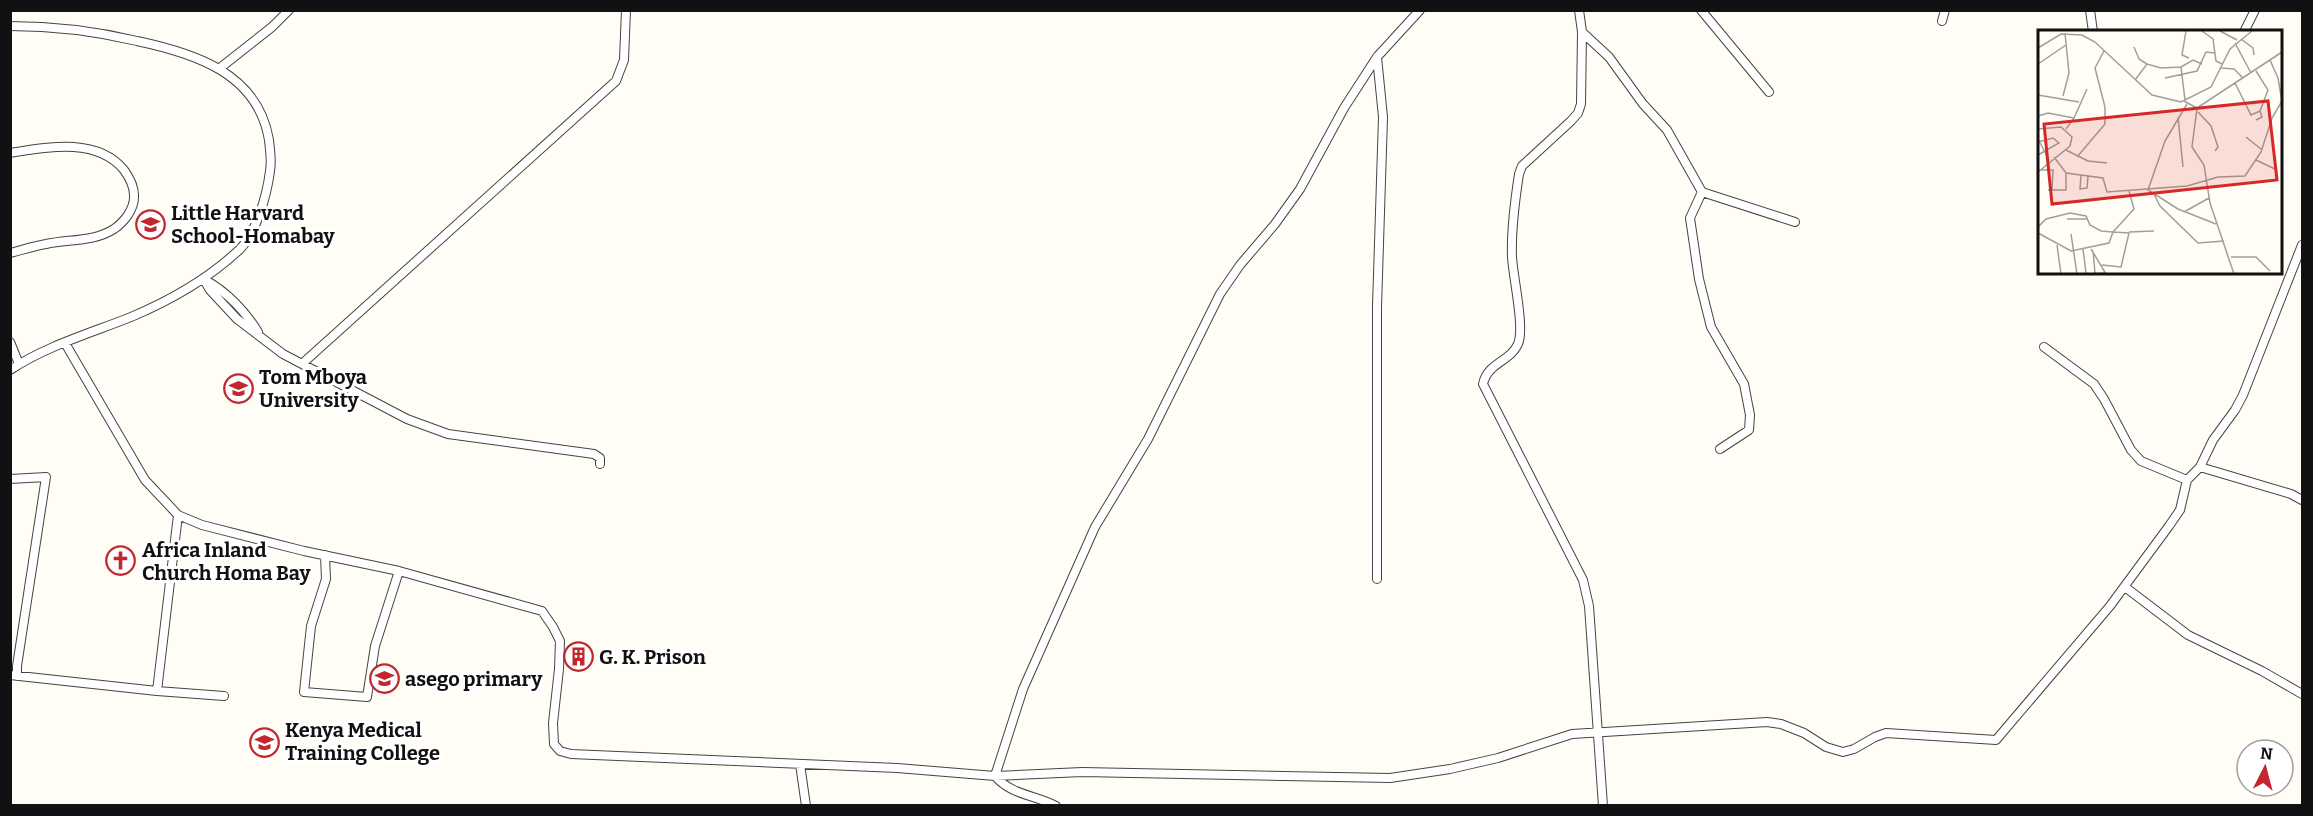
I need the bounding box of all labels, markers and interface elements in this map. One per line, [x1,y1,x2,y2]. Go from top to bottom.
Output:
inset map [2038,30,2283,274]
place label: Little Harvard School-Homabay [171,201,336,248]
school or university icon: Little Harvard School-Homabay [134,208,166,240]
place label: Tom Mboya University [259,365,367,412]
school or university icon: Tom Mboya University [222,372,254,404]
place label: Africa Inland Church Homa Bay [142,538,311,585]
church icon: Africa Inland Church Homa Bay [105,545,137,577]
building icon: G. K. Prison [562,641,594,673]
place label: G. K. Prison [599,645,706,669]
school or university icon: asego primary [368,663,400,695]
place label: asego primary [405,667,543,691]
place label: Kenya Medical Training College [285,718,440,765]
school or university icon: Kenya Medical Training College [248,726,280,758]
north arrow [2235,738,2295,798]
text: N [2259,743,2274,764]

TASK STATEMENT
All of the data needs repeating exactly, but the pictures do not.

SOLUTION
I need the bounding box of all labels, markers and interface elements in this map. One per line, [x1,y1,x2,y2]. Go from top to bottom.
Output:
inset map [2038,30,2283,274]
place label: Little Harvard School-Homabay [171,201,336,248]
school or university icon: Little Harvard School-Homabay [134,208,166,240]
place label: Tom Mboya University [259,365,367,412]
school or university icon: Tom Mboya University [222,372,254,404]
place label: Africa Inland Church Homa Bay [142,538,311,585]
church icon: Africa Inland Church Homa Bay [105,545,137,577]
building icon: G. K. Prison [562,641,594,673]
place label: G. K. Prison [599,645,706,669]
school or university icon: asego primary [368,663,400,695]
place label: asego primary [405,667,543,691]
place label: Kenya Medical Training College [285,718,440,765]
school or university icon: Kenya Medical Training College [248,726,280,758]
north arrow [2235,738,2295,798]
text: N [2259,743,2274,764]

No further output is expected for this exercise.